» WHAT TO DO
Output every line below as it stands, dropping only the images.

» DATASET EXCERPTS
***
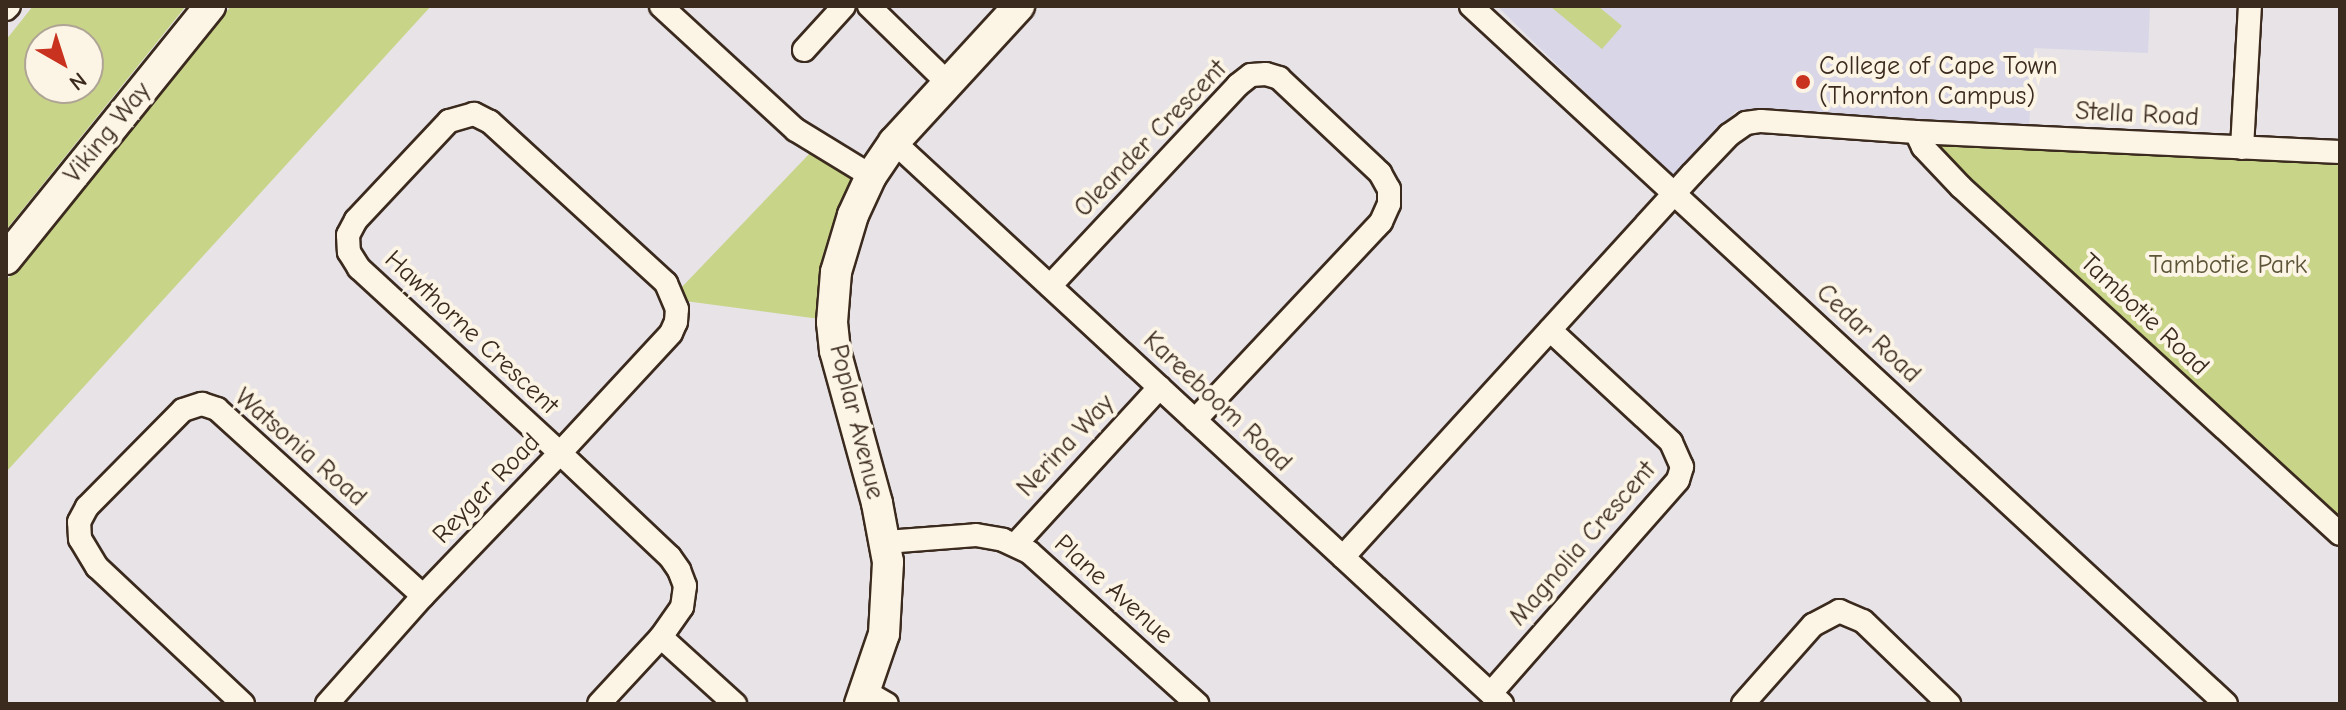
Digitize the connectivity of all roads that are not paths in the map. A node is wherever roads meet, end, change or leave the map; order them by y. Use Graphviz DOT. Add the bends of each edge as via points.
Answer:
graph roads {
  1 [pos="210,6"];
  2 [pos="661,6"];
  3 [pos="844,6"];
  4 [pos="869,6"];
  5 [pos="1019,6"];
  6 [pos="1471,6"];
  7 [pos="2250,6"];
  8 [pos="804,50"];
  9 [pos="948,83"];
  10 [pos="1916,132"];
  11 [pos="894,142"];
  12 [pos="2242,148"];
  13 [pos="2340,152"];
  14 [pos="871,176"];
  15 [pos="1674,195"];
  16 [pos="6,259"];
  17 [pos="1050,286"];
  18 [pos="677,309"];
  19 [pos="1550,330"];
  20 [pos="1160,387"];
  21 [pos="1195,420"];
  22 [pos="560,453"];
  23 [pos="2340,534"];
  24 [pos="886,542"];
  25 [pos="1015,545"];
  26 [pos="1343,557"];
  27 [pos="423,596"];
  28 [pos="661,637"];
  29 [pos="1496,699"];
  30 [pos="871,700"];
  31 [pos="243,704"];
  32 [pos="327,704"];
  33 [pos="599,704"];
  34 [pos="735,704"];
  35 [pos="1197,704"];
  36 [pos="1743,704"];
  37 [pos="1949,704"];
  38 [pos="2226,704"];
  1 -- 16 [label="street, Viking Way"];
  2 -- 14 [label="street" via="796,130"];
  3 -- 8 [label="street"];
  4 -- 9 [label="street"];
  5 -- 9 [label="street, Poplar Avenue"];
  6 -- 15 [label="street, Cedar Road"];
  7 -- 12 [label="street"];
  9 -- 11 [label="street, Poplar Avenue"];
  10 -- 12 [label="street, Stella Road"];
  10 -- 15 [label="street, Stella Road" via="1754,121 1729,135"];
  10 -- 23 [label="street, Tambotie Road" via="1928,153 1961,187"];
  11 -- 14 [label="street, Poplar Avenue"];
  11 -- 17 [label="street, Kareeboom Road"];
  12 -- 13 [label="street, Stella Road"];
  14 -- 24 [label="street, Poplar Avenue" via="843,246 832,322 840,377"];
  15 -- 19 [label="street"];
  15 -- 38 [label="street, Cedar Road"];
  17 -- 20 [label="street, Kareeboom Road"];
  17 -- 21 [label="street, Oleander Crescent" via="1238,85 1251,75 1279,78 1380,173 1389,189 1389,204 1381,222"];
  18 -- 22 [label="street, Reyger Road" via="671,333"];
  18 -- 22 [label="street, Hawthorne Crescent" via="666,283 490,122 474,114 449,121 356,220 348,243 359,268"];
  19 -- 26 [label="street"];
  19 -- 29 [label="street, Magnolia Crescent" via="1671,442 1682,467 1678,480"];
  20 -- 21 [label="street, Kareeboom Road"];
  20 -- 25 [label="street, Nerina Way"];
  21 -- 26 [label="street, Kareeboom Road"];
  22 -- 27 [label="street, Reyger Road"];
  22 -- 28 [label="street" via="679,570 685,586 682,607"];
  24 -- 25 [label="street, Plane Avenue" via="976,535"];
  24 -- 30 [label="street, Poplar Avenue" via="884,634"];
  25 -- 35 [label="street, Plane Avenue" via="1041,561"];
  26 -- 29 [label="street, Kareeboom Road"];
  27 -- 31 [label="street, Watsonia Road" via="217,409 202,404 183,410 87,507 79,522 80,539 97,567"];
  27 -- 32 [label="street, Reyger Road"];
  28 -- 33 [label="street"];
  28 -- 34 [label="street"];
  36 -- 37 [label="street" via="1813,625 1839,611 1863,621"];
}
***
» TASK OUTPUT
Digitize the connectivity of all roads that are not paths in the map. A node is wherever roads meet, end, change or leave the map; order them by y. Use Graphviz DOT. Add the bends of each edge as via points.
Answer:
graph roads {
  1 [pos="210,6"];
  2 [pos="661,6"];
  3 [pos="844,6"];
  4 [pos="869,6"];
  5 [pos="1019,6"];
  6 [pos="1471,6"];
  7 [pos="2250,6"];
  8 [pos="804,50"];
  9 [pos="948,83"];
  10 [pos="1916,132"];
  11 [pos="894,142"];
  12 [pos="2242,148"];
  13 [pos="2340,152"];
  14 [pos="871,176"];
  15 [pos="1674,195"];
  16 [pos="6,259"];
  17 [pos="1050,286"];
  18 [pos="677,309"];
  19 [pos="1550,330"];
  20 [pos="1160,387"];
  21 [pos="1195,420"];
  22 [pos="560,453"];
  23 [pos="2340,534"];
  24 [pos="886,542"];
  25 [pos="1015,545"];
  26 [pos="1343,557"];
  27 [pos="423,596"];
  28 [pos="661,637"];
  29 [pos="1496,699"];
  30 [pos="871,700"];
  31 [pos="243,704"];
  32 [pos="327,704"];
  33 [pos="599,704"];
  34 [pos="735,704"];
  35 [pos="1197,704"];
  36 [pos="1743,704"];
  37 [pos="1949,704"];
  38 [pos="2226,704"];
  1 -- 16 [label="street, Viking Way"];
  2 -- 14 [label="street" via="796,130"];
  3 -- 8 [label="street"];
  4 -- 9 [label="street"];
  5 -- 9 [label="street, Poplar Avenue"];
  6 -- 15 [label="street, Cedar Road"];
  7 -- 12 [label="street"];
  9 -- 11 [label="street, Poplar Avenue"];
  10 -- 12 [label="street, Stella Road"];
  10 -- 15 [label="street, Stella Road" via="1754,121 1729,135"];
  10 -- 23 [label="street, Tambotie Road" via="1928,153 1961,187"];
  11 -- 14 [label="street, Poplar Avenue"];
  11 -- 17 [label="street, Kareeboom Road"];
  12 -- 13 [label="street, Stella Road"];
  14 -- 24 [label="street, Poplar Avenue" via="843,246 832,322 840,377"];
  15 -- 19 [label="street"];
  15 -- 38 [label="street, Cedar Road"];
  17 -- 20 [label="street, Kareeboom Road"];
  17 -- 21 [label="street, Oleander Crescent" via="1238,85 1251,75 1279,78 1380,173 1389,189 1389,204 1381,222"];
  18 -- 22 [label="street, Reyger Road" via="671,333"];
  18 -- 22 [label="street, Hawthorne Crescent" via="666,283 490,122 474,114 449,121 356,220 348,243 359,268"];
  19 -- 26 [label="street"];
  19 -- 29 [label="street, Magnolia Crescent" via="1671,442 1682,467 1678,480"];
  20 -- 21 [label="street, Kareeboom Road"];
  20 -- 25 [label="street, Nerina Way"];
  21 -- 26 [label="street, Kareeboom Road"];
  22 -- 27 [label="street, Reyger Road"];
  22 -- 28 [label="street" via="679,570 685,586 682,607"];
  24 -- 25 [label="street, Plane Avenue" via="976,535"];
  24 -- 30 [label="street, Poplar Avenue" via="884,634"];
  25 -- 35 [label="street, Plane Avenue" via="1041,561"];
  26 -- 29 [label="street, Kareeboom Road"];
  27 -- 31 [label="street, Watsonia Road" via="217,409 202,404 183,410 87,507 79,522 80,539 97,567"];
  27 -- 32 [label="street, Reyger Road"];
  28 -- 33 [label="street"];
  28 -- 34 [label="street"];
  36 -- 37 [label="street" via="1813,625 1839,611 1863,621"];
}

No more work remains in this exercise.